8. The growth transition into the stationary phase leads to theΔybeX phenotype. (A ) A scheme of the experimental setup
is given. A single colony was inoculated into MOPS minimal medium
supplemented with 10 mM MgCl2 and grown overnight at
37°C. The next day, saturated cultures were washed three times to remove
residual magnesium and regrown in 10 µM MgCl2-containing
MOPS. Aliquots for plating on LB agar were taken at 2, 3, 4 and 5.5
hours. The LB agar plates either contained or did not contain
antibiotics, as shown on panels D and E, and they were incubated
overnight at 37°C or 42°C. (B ) The growth of the wild-type and
the ΔybeX strains was monitored at an optical density of 600 nm
in MOPS minimal medium supplemented with 10 µM MgCl2 and
0.5% glucose.
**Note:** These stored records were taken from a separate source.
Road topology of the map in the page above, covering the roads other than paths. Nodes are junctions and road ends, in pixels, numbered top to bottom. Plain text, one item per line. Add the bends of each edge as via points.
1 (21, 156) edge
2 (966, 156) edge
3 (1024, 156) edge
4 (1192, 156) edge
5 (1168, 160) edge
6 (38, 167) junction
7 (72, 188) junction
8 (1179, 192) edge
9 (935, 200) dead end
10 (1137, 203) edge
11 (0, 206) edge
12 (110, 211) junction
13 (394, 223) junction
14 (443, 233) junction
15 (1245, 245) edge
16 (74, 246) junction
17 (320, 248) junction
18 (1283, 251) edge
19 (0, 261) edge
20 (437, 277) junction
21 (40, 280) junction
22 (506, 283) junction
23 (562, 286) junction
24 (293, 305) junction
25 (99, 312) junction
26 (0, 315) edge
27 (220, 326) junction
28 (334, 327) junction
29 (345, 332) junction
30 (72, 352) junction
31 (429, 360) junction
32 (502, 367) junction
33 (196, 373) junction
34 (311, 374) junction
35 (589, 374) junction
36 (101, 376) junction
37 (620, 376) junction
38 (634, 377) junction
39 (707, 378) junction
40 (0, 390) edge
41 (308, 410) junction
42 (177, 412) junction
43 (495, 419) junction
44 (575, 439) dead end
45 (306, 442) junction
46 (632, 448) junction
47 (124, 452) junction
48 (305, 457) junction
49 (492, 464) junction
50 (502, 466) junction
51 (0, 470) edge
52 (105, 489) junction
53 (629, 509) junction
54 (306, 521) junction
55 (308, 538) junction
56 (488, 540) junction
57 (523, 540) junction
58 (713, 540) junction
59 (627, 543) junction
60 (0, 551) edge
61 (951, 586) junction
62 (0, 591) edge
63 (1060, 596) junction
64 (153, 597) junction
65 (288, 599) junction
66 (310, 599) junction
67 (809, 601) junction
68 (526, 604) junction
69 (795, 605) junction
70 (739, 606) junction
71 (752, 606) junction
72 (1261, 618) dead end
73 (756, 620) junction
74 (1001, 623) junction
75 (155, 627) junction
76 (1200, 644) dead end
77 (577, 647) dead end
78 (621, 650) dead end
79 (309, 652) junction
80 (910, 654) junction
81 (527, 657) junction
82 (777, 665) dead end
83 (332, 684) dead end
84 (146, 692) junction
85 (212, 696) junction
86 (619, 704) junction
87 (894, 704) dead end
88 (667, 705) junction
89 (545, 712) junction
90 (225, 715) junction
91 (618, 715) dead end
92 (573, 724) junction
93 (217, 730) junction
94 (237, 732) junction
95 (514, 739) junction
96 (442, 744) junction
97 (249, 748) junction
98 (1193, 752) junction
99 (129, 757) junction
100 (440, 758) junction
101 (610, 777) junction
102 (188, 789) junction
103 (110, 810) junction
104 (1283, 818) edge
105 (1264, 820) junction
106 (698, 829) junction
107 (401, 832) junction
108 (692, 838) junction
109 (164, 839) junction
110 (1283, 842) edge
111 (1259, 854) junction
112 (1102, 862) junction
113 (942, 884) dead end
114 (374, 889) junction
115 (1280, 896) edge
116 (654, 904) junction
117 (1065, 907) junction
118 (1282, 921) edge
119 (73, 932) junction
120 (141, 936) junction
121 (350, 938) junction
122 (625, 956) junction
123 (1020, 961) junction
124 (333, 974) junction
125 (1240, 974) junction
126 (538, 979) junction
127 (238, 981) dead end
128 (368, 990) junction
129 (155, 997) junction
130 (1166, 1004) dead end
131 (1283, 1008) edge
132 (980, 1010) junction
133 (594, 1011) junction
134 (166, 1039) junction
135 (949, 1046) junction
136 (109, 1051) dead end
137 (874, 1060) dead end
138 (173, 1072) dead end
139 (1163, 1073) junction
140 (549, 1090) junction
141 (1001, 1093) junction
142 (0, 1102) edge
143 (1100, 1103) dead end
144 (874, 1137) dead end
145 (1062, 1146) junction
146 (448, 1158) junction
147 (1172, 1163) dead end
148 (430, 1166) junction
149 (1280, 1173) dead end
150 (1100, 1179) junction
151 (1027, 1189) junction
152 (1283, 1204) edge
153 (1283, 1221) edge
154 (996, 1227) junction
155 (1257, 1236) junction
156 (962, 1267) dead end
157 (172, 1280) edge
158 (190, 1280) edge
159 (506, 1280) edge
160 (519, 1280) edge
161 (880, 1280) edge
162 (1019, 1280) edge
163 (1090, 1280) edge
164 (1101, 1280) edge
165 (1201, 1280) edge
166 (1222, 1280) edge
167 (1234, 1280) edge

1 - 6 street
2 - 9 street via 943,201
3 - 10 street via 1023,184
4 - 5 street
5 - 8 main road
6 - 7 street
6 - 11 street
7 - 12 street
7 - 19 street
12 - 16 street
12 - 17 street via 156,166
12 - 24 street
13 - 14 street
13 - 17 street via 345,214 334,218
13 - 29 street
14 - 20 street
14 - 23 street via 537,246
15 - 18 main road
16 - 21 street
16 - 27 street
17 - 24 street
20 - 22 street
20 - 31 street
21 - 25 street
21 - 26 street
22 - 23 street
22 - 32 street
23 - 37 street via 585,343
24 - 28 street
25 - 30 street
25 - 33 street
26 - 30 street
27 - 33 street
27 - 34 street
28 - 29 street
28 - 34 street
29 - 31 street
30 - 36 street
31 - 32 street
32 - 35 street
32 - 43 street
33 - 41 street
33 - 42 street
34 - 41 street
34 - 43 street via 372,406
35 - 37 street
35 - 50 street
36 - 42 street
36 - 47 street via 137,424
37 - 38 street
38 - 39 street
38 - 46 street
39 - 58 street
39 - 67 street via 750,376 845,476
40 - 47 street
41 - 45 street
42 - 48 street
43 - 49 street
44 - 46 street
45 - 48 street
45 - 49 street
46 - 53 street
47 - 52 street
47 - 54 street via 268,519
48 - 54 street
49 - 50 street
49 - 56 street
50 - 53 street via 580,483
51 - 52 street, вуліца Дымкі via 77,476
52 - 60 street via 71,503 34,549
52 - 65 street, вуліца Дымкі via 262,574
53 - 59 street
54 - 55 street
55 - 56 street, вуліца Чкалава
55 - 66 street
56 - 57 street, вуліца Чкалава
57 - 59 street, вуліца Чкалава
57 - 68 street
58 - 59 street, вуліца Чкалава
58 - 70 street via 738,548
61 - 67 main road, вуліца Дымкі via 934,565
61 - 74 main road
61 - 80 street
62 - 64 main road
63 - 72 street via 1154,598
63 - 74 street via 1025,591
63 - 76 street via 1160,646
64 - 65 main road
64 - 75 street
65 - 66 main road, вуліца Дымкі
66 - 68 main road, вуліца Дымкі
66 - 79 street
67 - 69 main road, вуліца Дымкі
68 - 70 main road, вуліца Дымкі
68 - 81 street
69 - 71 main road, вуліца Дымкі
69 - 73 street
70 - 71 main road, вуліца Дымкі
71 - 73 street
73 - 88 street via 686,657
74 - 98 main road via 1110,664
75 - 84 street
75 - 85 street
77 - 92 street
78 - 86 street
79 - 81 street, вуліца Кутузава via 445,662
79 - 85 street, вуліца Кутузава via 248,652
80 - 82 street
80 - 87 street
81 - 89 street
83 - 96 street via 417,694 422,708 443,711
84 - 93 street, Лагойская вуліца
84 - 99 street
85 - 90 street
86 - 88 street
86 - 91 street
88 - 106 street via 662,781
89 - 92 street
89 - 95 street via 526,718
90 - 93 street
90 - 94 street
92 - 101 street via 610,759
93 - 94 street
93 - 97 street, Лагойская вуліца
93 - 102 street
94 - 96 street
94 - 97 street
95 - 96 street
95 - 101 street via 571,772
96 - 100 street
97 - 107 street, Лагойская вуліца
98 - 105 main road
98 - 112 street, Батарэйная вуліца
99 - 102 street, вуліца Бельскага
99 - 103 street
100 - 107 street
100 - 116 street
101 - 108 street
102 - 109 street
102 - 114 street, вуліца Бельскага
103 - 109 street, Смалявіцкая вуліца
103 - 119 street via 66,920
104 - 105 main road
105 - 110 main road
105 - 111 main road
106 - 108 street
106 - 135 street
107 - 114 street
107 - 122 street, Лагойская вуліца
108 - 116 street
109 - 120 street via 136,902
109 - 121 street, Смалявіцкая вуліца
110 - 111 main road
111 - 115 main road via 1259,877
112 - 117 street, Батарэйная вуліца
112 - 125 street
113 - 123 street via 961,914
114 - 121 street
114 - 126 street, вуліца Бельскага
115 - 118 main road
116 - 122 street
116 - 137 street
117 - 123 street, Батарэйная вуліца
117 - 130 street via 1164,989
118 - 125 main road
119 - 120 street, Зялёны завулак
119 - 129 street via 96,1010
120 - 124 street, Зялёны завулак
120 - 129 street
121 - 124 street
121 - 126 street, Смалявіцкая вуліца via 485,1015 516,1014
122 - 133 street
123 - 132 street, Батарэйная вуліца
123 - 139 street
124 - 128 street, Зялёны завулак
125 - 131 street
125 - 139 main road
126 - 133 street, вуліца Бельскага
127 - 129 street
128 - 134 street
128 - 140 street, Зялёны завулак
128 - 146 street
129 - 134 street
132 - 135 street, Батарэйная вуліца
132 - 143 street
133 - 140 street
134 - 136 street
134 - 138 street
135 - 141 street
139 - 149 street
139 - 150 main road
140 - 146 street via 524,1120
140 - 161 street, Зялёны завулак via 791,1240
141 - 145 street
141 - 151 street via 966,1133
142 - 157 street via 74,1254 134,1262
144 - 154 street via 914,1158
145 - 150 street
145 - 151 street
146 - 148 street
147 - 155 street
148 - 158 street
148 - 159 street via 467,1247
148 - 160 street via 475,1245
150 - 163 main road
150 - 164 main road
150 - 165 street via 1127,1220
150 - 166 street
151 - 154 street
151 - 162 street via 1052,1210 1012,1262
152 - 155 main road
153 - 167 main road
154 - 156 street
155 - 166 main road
The mean optical densities of three biological replicates
are shown with 95% CI-s. (C ) Dot spot experiments were
conducted as in Fig. 7A, and the cells were collected from indicated
time points, as in panel B. The ΔybeX cells differed from
wild-type in growth phenotype only when collected for the outgrowth spot
assay at the 5.5h time point. (D) When the outgrowth spot assay
plates contained tetracycline, erythromycin or chloramphenicol (at
sub-MIC concentrations listed in Materials and Methods), severe growth
inhibition was observed at the 5.5h time point.